● Work task:
If a line below contains "Drive", add it to your tally, then answer with the tally alone.

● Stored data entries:

▽

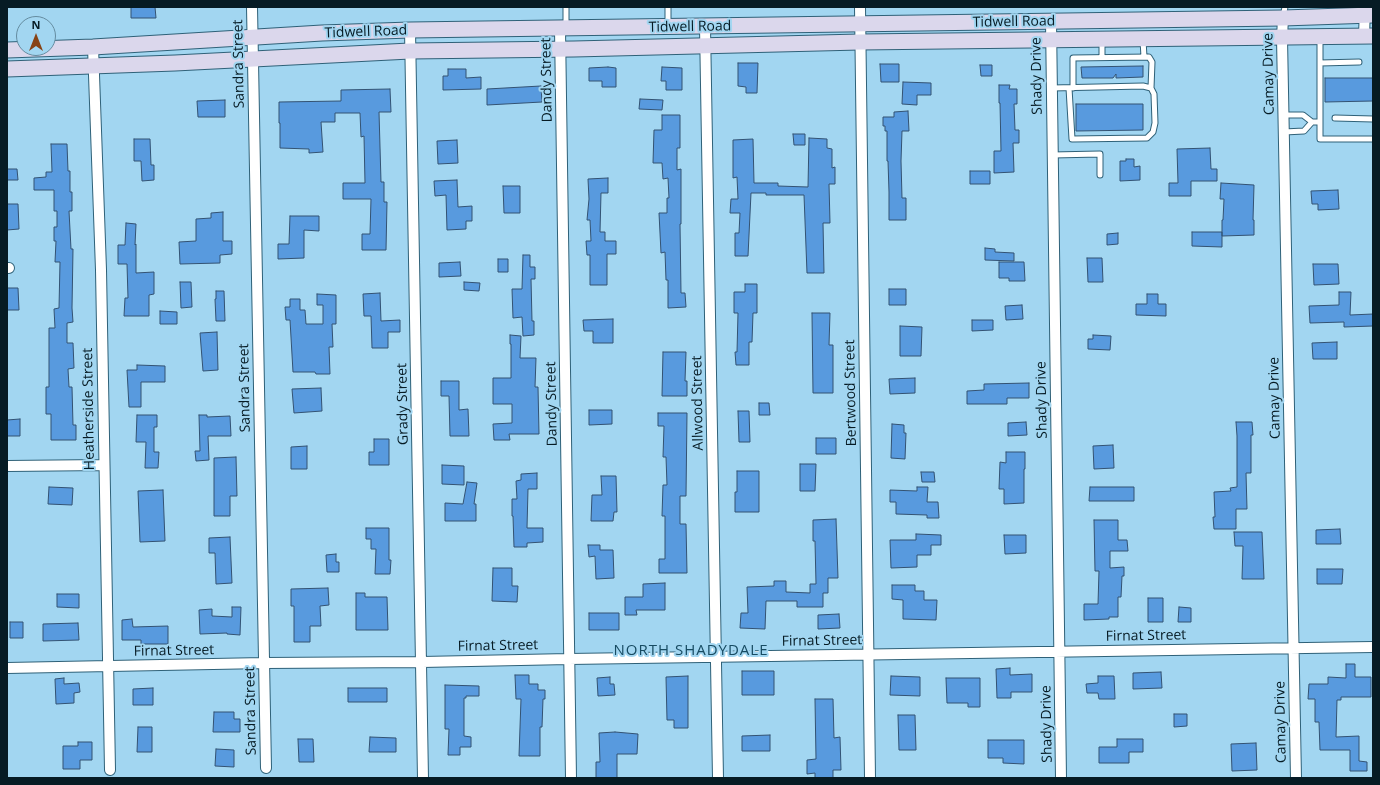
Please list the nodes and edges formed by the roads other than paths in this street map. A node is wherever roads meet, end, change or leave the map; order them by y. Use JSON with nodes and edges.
{"nodes":[{"id":1,"x":252,"y":7,"type":"edge"},
{"id":2,"x":566,"y":7,"type":"edge"},
{"id":3,"x":668,"y":7,"type":"edge"},
{"id":4,"x":860,"y":7,"type":"edge"},
{"id":5,"x":1284,"y":12,"type":"edge"},
{"id":6,"x":1367,"y":12,"type":"edge"},
{"id":7,"x":1051,"y":21,"type":"junction"},
{"id":8,"x":860,"y":24,"type":"junction"},
{"id":9,"x":668,"y":27,"type":"junction"},
{"id":10,"x":705,"y":27,"type":"junction"},
{"id":11,"x":563,"y":29,"type":"junction"},
{"id":12,"x":410,"y":30,"type":"junction"},
{"id":13,"x":1369,"y":36,"type":"edge"},
{"id":14,"x":1320,"y":37,"type":"junction"},
{"id":15,"x":253,"y":38,"type":"junction"},
{"id":16,"x":1282,"y":38,"type":"junction"},
{"id":17,"x":1143,"y":39,"type":"junction"},
{"id":18,"x":1051,"y":40,"type":"junction"},
{"id":19,"x":1102,"y":40,"type":"junction"},
{"id":20,"x":860,"y":42,"type":"junction"},
{"id":21,"x":706,"y":46,"type":"junction"},
{"id":22,"x":93,"y":47,"type":"junction"},
{"id":23,"x":560,"y":49,"type":"junction"},
{"id":24,"x":7,"y":50,"type":"edge"},
{"id":25,"x":410,"y":50,"type":"junction"},
{"id":26,"x":1102,"y":57,"type":"junction"},
{"id":27,"x":1144,"y":57,"type":"junction"},
{"id":28,"x":252,"y":59,"type":"junction"},
{"id":29,"x":1359,"y":62,"type":"dead end"},
{"id":30,"x":1320,"y":63,"type":"junction"},
{"id":31,"x":94,"y":66,"type":"junction"},
{"id":32,"x":7,"y":69,"type":"edge"},
{"id":33,"x":1052,"y":88,"type":"junction"},
{"id":34,"x":1071,"y":88,"type":"junction"},
{"id":35,"x":1151,"y":88,"type":"junction"},
{"id":36,"x":1284,"y":115,"type":"junction"},
{"id":37,"x":1335,"y":118,"type":"dead end"},
{"id":38,"x":1373,"y":118,"type":"edge"},
{"id":39,"x":1312,"y":122,"type":"junction"},
{"id":40,"x":1320,"y":122,"type":"junction"},
{"id":41,"x":1284,"y":132,"type":"junction"},
{"id":42,"x":1373,"y":139,"type":"edge"},
{"id":43,"x":1052,"y":155,"type":"junction"},
{"id":44,"x":1100,"y":175,"type":"dead end"},
{"id":45,"x":104,"y":465,"type":"junction"},
{"id":46,"x":7,"y":466,"type":"edge"},
{"id":47,"x":1373,"y":647,"type":"edge"},
{"id":48,"x":1294,"y":649,"type":"junction"},
{"id":49,"x":1060,"y":651,"type":"junction"},
{"id":50,"x":868,"y":654,"type":"junction"},
{"id":51,"x":717,"y":657,"type":"junction"},
{"id":52,"x":569,"y":659,"type":"junction"},
{"id":53,"x":422,"y":662,"type":"junction"},
{"id":54,"x":264,"y":663,"type":"junction"},
{"id":55,"x":109,"y":666,"type":"junction"},
{"id":56,"x":7,"y":668,"type":"edge"},
{"id":57,"x":266,"y":768,"type":"dead end"},
{"id":58,"x":110,"y":770,"type":"dead end"},
{"id":59,"x":423,"y":778,"type":"edge"},
{"id":60,"x":571,"y":778,"type":"edge"},
{"id":61,"x":718,"y":778,"type":"edge"},
{"id":62,"x":870,"y":778,"type":"edge"},
{"id":63,"x":1062,"y":778,"type":"edge"},
{"id":64,"x":1296,"y":778,"type":"edge"}],
"edges":[{"from":1,"to":15,"type":"street","name":"Sandra Street"},
{"from":2,"to":11,"type":"lane"},
{"from":3,"to":9,"type":"lane"},
{"from":4,"to":8,"type":"street","name":"Bertwood Street"},
{"from":5,"to":6,"type":"main road","name":"Tidwell Road"},
{"from":5,"to":7,"type":"main road","name":"Tidwell Road"},
{"from":5,"to":16,"type":"street","name":"Camay Drive"},
{"from":6,"to":13,"type":"street"},
{"from":7,"to":8,"type":"main road","name":"Tidwell Road"},
{"from":7,"to":18,"type":"street","name":"Shady Drive"},
{"from":8,"to":10,"type":"main road","name":"Tidwell Road"},
{"from":8,"to":20,"type":"street","name":"Bertwood Street"},
{"from":9,"to":10,"type":"main road","name":"Tidwell Road"},
{"from":9,"to":11,"type":"main road","name":"Tidwell Road"},
{"from":10,"to":21,"type":"street","name":"Allwood Street"},
{"from":11,"to":12,"type":"main road","name":"Tidwell Road"},
{"from":11,"to":23,"type":"street","name":"Dandy Street"},
{"from":12,"to":15,"type":"main road","name":"Tidwell Road"},
{"from":12,"to":25,"type":"street","name":"Grady Street"},
{"from":13,"to":14,"type":"main road","name":"Tidwell Road"},
{"from":14,"to":16,"type":"main road","name":"Tidwell Road"},
{"from":14,"to":30,"type":"lane"},
{"from":15,"to":22,"type":"main road","name":"Tidwell Road"},
{"from":15,"to":28,"type":"street","name":"Sandra Street"},
{"from":16,"to":17,"type":"main road","name":"Tidwell Road"},
{"from":16,"to":36,"type":"street","name":"Camay Drive"},
{"from":17,"to":19,"type":"main road","name":"Tidwell Road"},
{"from":17,"to":27,"type":"lane"},
{"from":18,"to":19,"type":"main road","name":"Tidwell Road"},
{"from":18,"to":20,"type":"main road","name":"Tidwell Road"},
{"from":18,"to":33,"type":"street","name":"Shady Drive"},
{"from":19,"to":26,"type":"lane"},
{"from":20,"to":21,"type":"main road","name":"Tidwell Road"},
{"from":20,"to":50,"type":"street","name":"Bertwood Street"},
{"from":21,"to":23,"type":"main road","name":"Tidwell Road"},
{"from":21,"to":51,"type":"street","name":"Allwood Street"},
{"from":22,"to":24,"type":"main road","name":"Tidwell Road"},
{"from":22,"to":31,"type":"street","name":"Heatherside Street"},
{"from":23,"to":25,"type":"main road","name":"Tidwell Road"},
{"from":23,"to":52,"type":"street","name":"Dandy Street"},
{"from":25,"to":28,"type":"main road","name":"Tidwell Road"},
{"from":25,"to":53,"type":"street","name":"Grady Street"},
{"from":26,"to":27,"type":"lane"},
{"from":26,"to":34,"type":"lane"},
{"from":27,"to":35,"type":"lane"},
{"from":28,"to":31,"type":"main road","name":"Tidwell Road"},
{"from":28,"to":54,"type":"street","name":"Sandra Street"},
{"from":29,"to":30,"type":"lane"},
{"from":30,"to":40,"type":"lane"},
{"from":31,"to":32,"type":"main road","name":"Tidwell Road"},
{"from":31,"to":45,"type":"street","name":"Heatherside Street"},
{"from":33,"to":34,"type":"lane"},
{"from":33,"to":43,"type":"street","name":"Shady Drive"},
{"from":34,"to":35,"type":"lane"},
{"from":34,"to":35,"type":"lane"},
{"from":36,"to":39,"type":"lane"},
{"from":36,"to":41,"type":"street","name":"Camay Drive"},
{"from":37,"to":38,"type":"lane"},
{"from":39,"to":40,"type":"lane"},
{"from":39,"to":41,"type":"lane"},
{"from":40,"to":42,"type":"lane"},
{"from":41,"to":48,"type":"street","name":"Camay Drive"},
{"from":43,"to":44,"type":"lane"},
{"from":43,"to":49,"type":"street","name":"Shady Drive"},
{"from":45,"to":46,"type":"street"},
{"from":45,"to":55,"type":"street","name":"Heatherside Street"},
{"from":47,"to":48,"type":"street","name":"Firnat Street"},
{"from":48,"to":49,"type":"street","name":"Firnat Street"},
{"from":48,"to":64,"type":"street","name":"Camay Drive"},
{"from":49,"to":50,"type":"street","name":"Firnat Street"},
{"from":49,"to":63,"type":"street","name":"Shady Drive"},
{"from":50,"to":51,"type":"street","name":"Firnat Street"},
{"from":50,"to":62,"type":"street","name":"Bertwood Street"},
{"from":51,"to":52,"type":"street","name":"Firnat Street"},
{"from":51,"to":61,"type":"street","name":"Allwood Street"},
{"from":52,"to":53,"type":"street","name":"Firnat Street"},
{"from":52,"to":60,"type":"street","name":"Dandy Street"},
{"from":53,"to":54,"type":"street","name":"Firnat Street"},
{"from":53,"to":59,"type":"street","name":"Grady Street"},
{"from":54,"to":55,"type":"street","name":"Firnat Street"},
{"from":54,"to":57,"type":"street","name":"Sandra Street"},
{"from":55,"to":56,"type":"street","name":"Firnat Street"},
{"from":55,"to":58,"type":"street","name":"Heatherside Street"}]}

△

● Solution to the problem:
10